Dear HN'ers, please check out my new startup - itsnotatumour
http://www.masteryourcard.com
:)
======
itsnotatumour
Hi guys, for the past few months a friend and I have been working on a web
application in our spare time that I hope will really help people put a dent
in their credit card debt.

It's still in really early stages (like pre-alpha), and it's still got a bunch
of bugs and spelling mistakes, but I was wondering if any of you could give it
a once-over and let me know if anything screws up - and of course general
feedback would be most welcome.

Its up at my domain now: www.masteryourcard.com. The 'take a tour' feature
doesn't work yet, but there's a little summary of what it's all about on the
Index page.

Here's a direct link to the Sign-Up page:
<http://masteryourcard.com/signup.php>

Its all 100% anonymous, you'll never be asked for your personal or banking
details. Even if you don't have any cc debt I'd really appreciate any thoughts
you might have.

------
gstar
Great idea - few things:

\- You could have problems with mastercard wanting to protect their trademark.

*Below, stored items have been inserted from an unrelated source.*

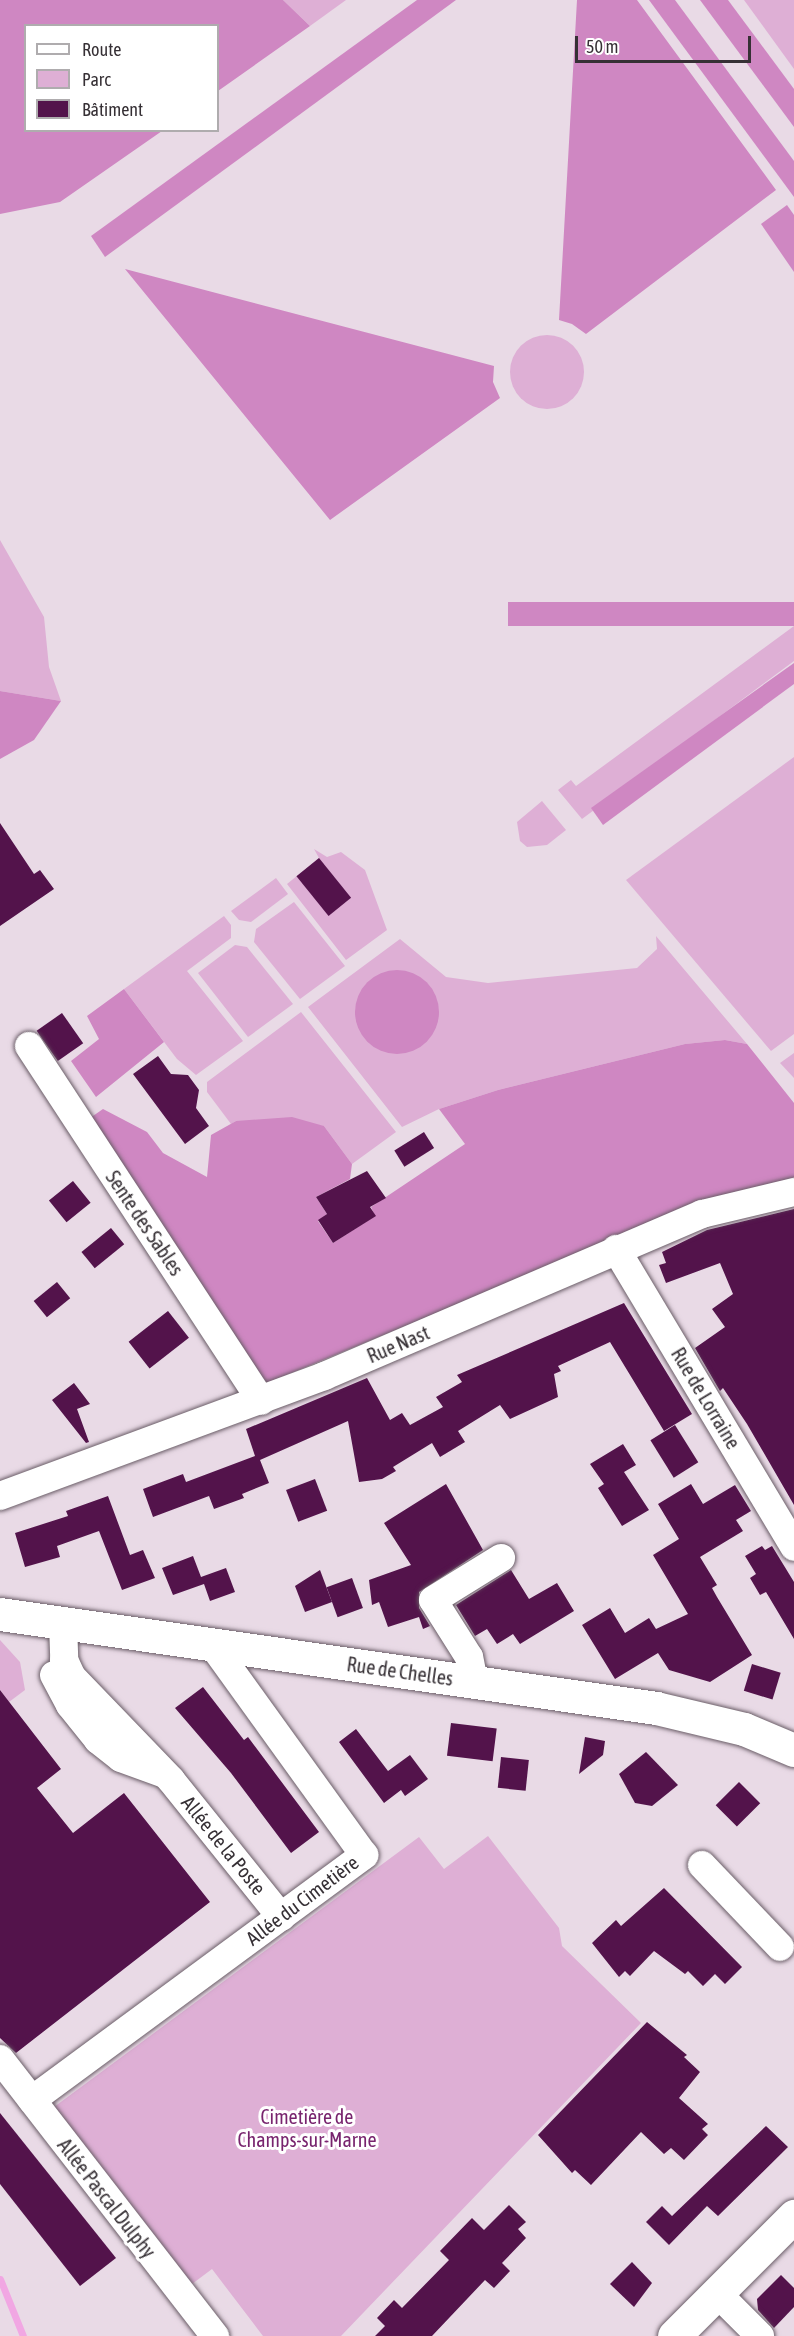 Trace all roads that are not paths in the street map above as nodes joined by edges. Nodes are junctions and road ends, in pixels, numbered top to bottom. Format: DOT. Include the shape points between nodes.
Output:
graph roads {
  1 [pos="29,1046"];
  2 [pos="794,1192"];
  3 [pos="616,1249"];
  4 [pos="261,1401"];
  5 [pos="0,1496"];
  6 [pos="794,1547"];
  7 [pos="501,1558"];
  8 [pos="0,1614"];
  9 [pos="54,1621"];
  10 [pos="212,1644"];
  11 [pos="474,1682"];
  12 [pos="794,1750"];
  13 [pos="702,1865"];
  14 [pos="281,1917"];
  15 [pos="780,1947"];
  16 [pos="0,2059"];
  17 [pos="32,2100"];
  18 [pos="794,2216"];
  19 [pos="717,2293"];
  20 [pos="215,2336"];
  21 [pos="674,2336"];
  22 [pos="760,2336"];
  1 -- 4 [label="street, Sente des Sables"];
  2 -- 3 [label="street, Rue Nast" via="702,1214"];
  3 -- 4 [label="street, Rue Nast"];
  3 -- 6 [label="street, Rue de Lorraine"];
  4 -- 5 [label="street, Rue Nast"];
  7 -- 11 [label="street" via="433,1600 469,1657"];
  8 -- 9 [label="main road, Rue de Chelles"];
  9 -- 10 [label="main road, Rue de Chelles"];
  9 -- 14 [label="street, Allée de la Poste" via="72,1677 165,1774"];
  10 -- 11 [label="main road, Rue de Chelles"];
  10 -- 14 [label="street, Allée du Cimetière" via="364,1855"];
  11 -- 12 [label="main road, Rue de Chelles" via="708,1719"];
  13 -- 15 [label="street"];
  14 -- 17 [label="street, Allée du Cimetière"];
  16 -- 17 [label="street, Allée Pascal Dulphy"];
  17 -- 20 [label="street, Allée Pascal Dulphy"];
  18 -- 19 [label="main road"];
  19 -- 21 [label="main road"];
  19 -- 22 [label="street"];
} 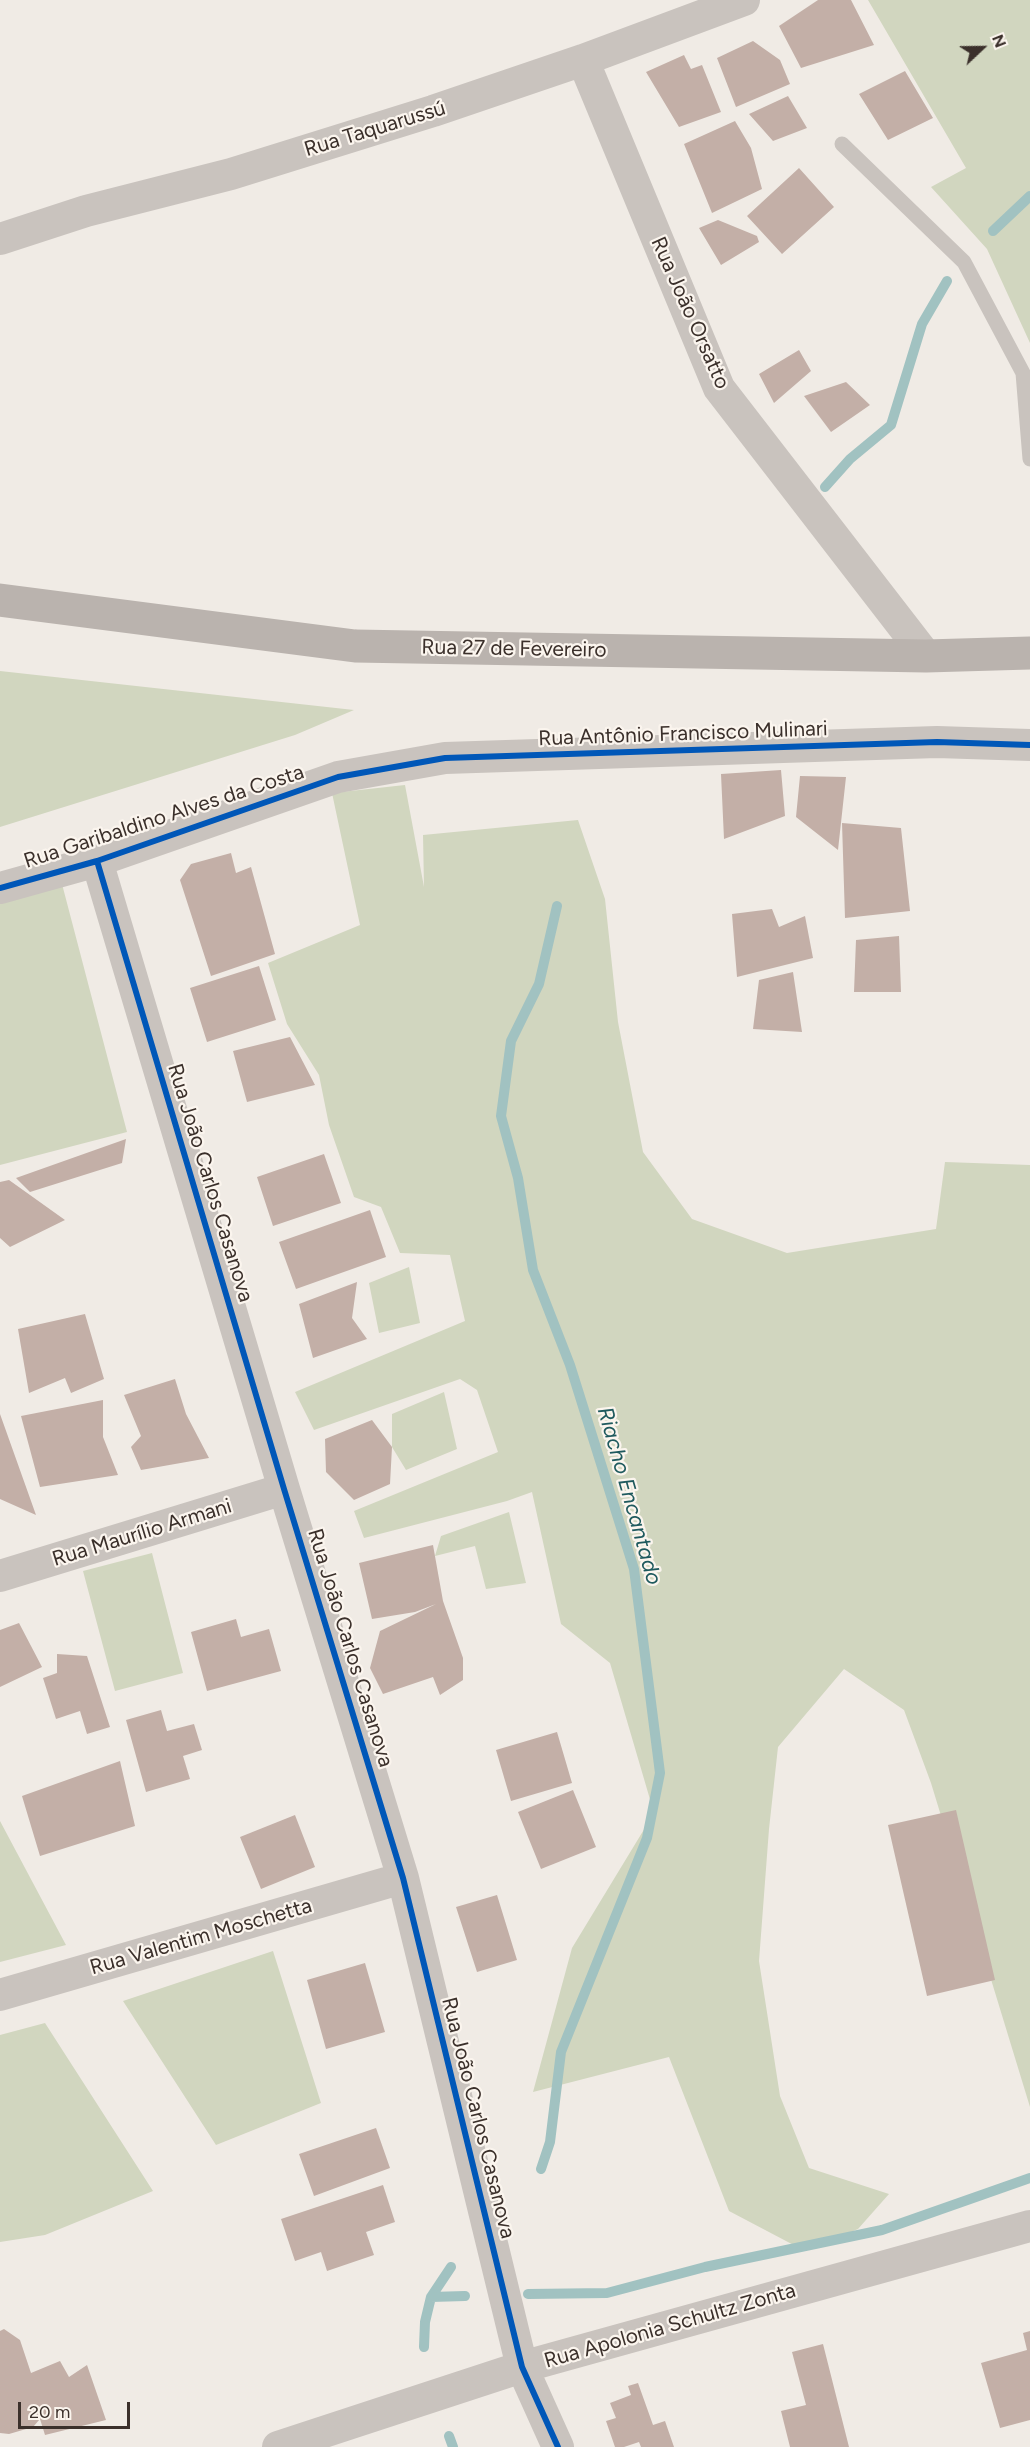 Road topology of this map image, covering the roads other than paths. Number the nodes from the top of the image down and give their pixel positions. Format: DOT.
graph roads {
  1 [pos="744,0"];
  2 [pos="583,60"];
  3 [pos="842,144"];
  4 [pos="0,239"];
  5 [pos="1030,459"];
  6 [pos="0,600"];
  7 [pos="1030,653"];
  8 [pos="926,656"];
  9 [pos="1030,745"];
  10 [pos="338,777"];
  11 [pos="97,861"];
  12 [pos="0,888"];
  13 [pos="284,1489"];
  14 [pos="0,1576"];
  15 [pos="403,1878"];
  16 [pos="0,1995"];
  17 [pos="1030,2226"];
  18 [pos="522,2367"];
  19 [pos="311,2442"];
  20 [pos="278,2447"];
  21 [pos="558,2447"];
  1 -- 2 [label="street, Rua Taquarussú"];
  2 -- 4 [label="street, Rua Taquarussú"];
  2 -- 8 [label="street, Rua João Orsatto"];
  3 -- 5 [label="lane"];
  6 -- 8 [label="main road, Rua 27 de Fevereiro"];
  7 -- 8 [label="main road, Rua 27 de Fevereiro"];
  9 -- 10 [label="street, Rua Antônio Francisco Mulinari"];
  10 -- 11 [label="street, Rua Garibaldino Alves da Costa"];
  11 -- 12 [label="street, Rua Garibaldino Alves da Costa"];
  11 -- 13 [label="street, Rua João Carlos Casanova"];
  13 -- 14 [label="street, Rua Maurílio Armani"];
  13 -- 15 [label="street, Rua João Carlos Casanova"];
  15 -- 16 [label="street, Rua Valentim Moschetta"];
  15 -- 18 [label="street, Rua João Carlos Casanova"];
  17 -- 18 [label="street, Rua Apolonia Schultz Zonta"];
  18 -- 19 [label="street, Rua Apolonia Schultz Zonta"];
  18 -- 21 [label="street, Rua João Carlos Casanova"];
  19 -- 20 [label="street, Rua Apolonia Schultz Zonta"];
} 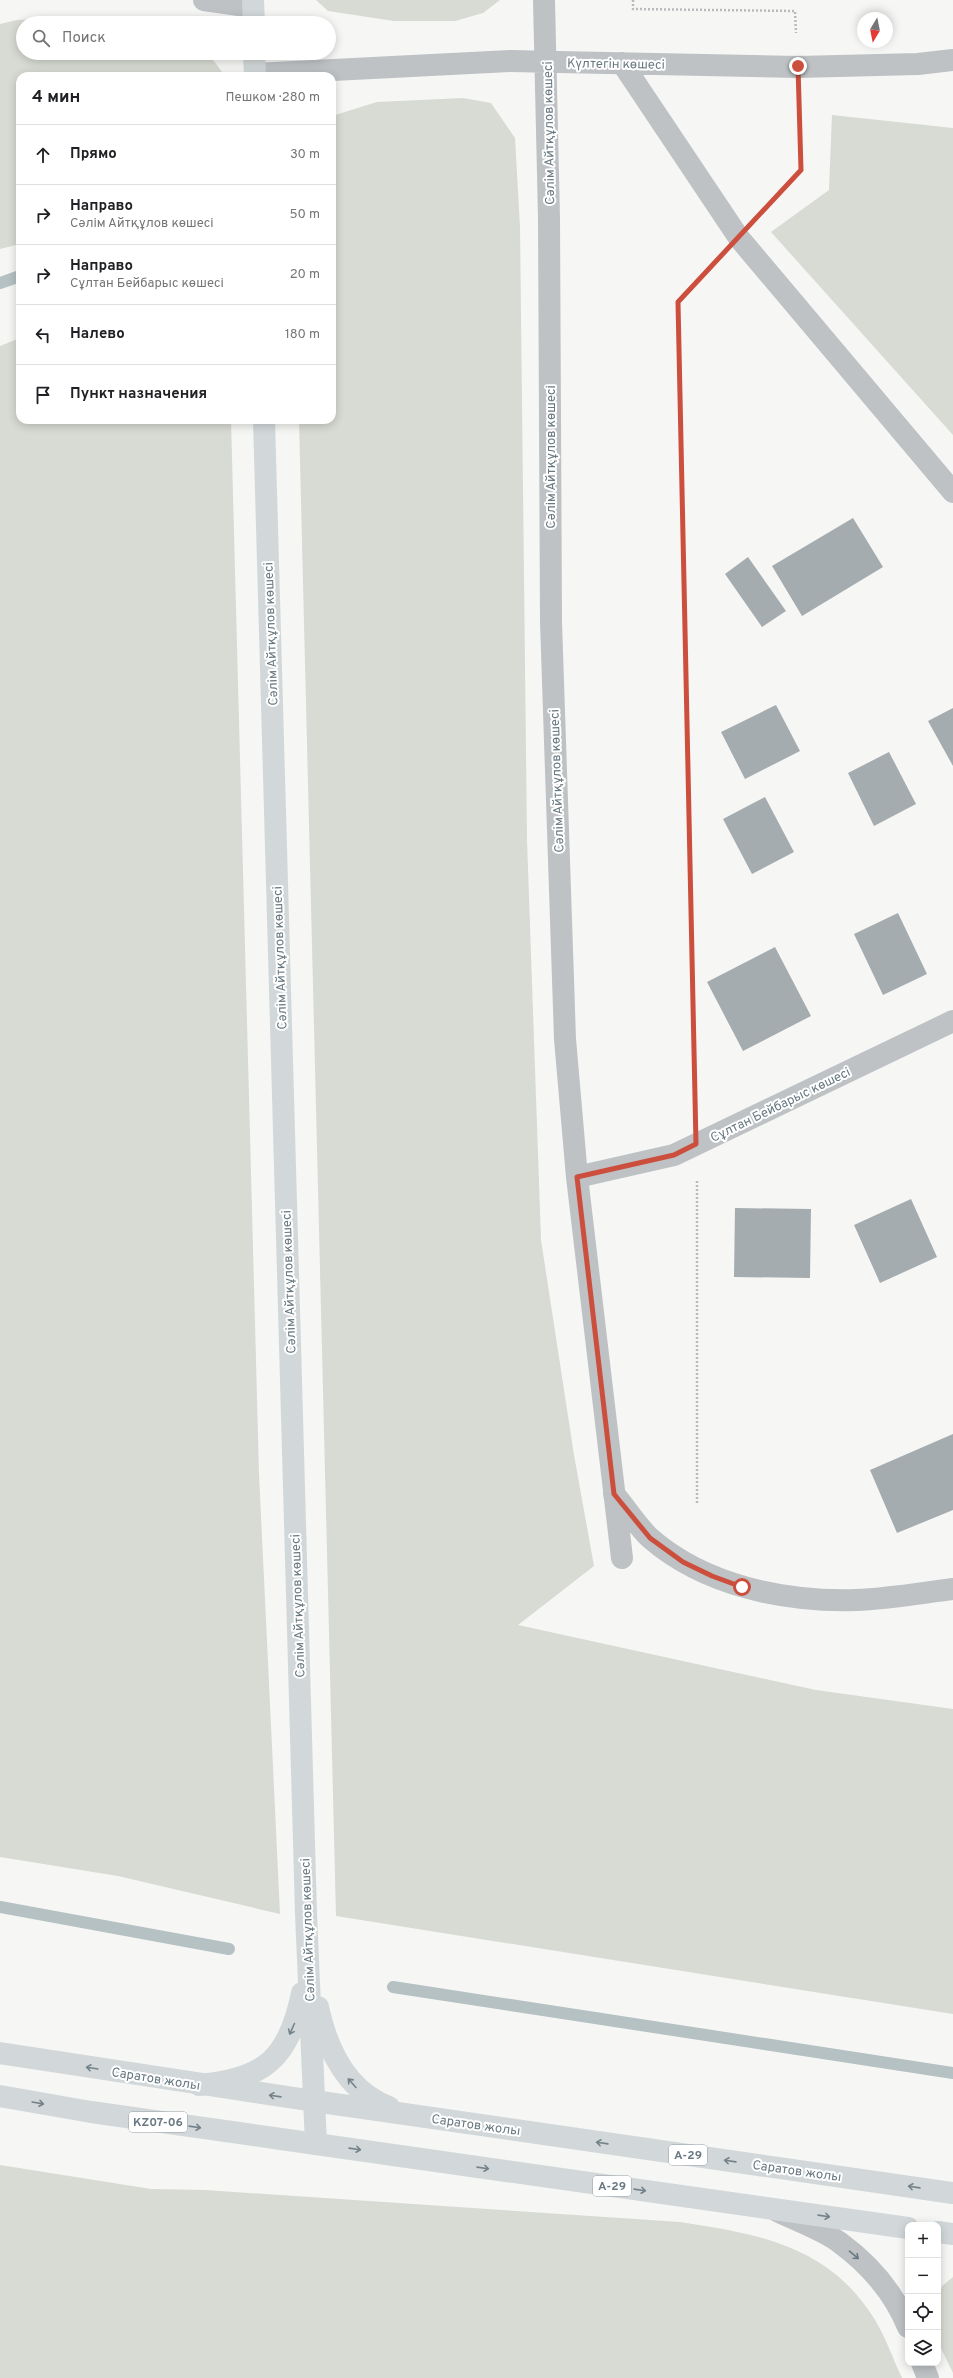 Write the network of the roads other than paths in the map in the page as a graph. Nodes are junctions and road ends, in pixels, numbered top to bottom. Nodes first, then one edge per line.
1 (204, 0) edge
2 (544, 0) edge
3 (253, 10) edge
4 (953, 60) edge
5 (546, 61) junction
6 (622, 63) junction
7 (255, 68) edge
8 (264, 424) edge
9 (953, 492) edge
10 (953, 1021) edge
11 (577, 1177) junction
12 (614, 1494) junction
13 (622, 1558) dead end
14 (953, 1590) edge
15 (308, 1964) junction
16 (0, 2053) edge
17 (199, 2085) junction
18 (0, 2096) edge
19 (314, 2101) junction
20 (424, 2117) junction
21 (316, 2144) junction
22 (953, 2192) edge
23 (772, 2208) junction
24 (905, 2228) edge
25 (941, 2232) edge
26 (953, 2234) edge
27 (905, 2321) edge
28 (923, 2366) edge
29 (928, 2378) edge

1 - 3 street
2 - 5 street, Сәлім Айтқұлов көшесі
4 - 6 street, Күлтегін көшесі
5 - 6 street, Күлтегін көшесі
5 - 7 street, Күлтегін көшесі
5 - 11 street, Сәлім Айтқұлов көшесі
6 - 9 street
8 - 15 main road, Сәлім Айтқұлов көшесі
10 - 11 street, Сұлтан Бейбарыс көшесі
11 - 12 street, Сәлім Айтқұлов көшесі
12 - 13 street, Сәлім Айтқұлов көшесі
12 - 14 street
15 -> 17 main road
15 - 19 main road, Сәлім Айтқұлов көшесі
20 -> 15 main road
17 -> 16 main road, Саратов жолы
19 -> 17 main road, Саратов жолы
18 -> 21 main road, KZ07-06
19 - 20 main road, Саратов жолы
19 - 21 main road, Сәлім Айтқұлов көшесі
22 -> 20 main road, Саратов жолы / А-29
21 -> 23 main road, A-29
23 -> 24 main road, A-29
23 -> 27 street
25 - 26 main road
28 - 29 street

\- Your homepage is pretty heavy on copy. The copy's a bit long on hyperbole,
too. Maybe edit down a bit and add a banner pic/video. Webapp homepages are a
bit of an art, but good ones are fairly formulaic, too. Lots of examples out
there, smashing magazine is always worth a look for inspiration.

I didn't try your app (not really very useful for me), but I think if you fix
your homepage, you could convert really well. It's a problem a lot of people
could use help with.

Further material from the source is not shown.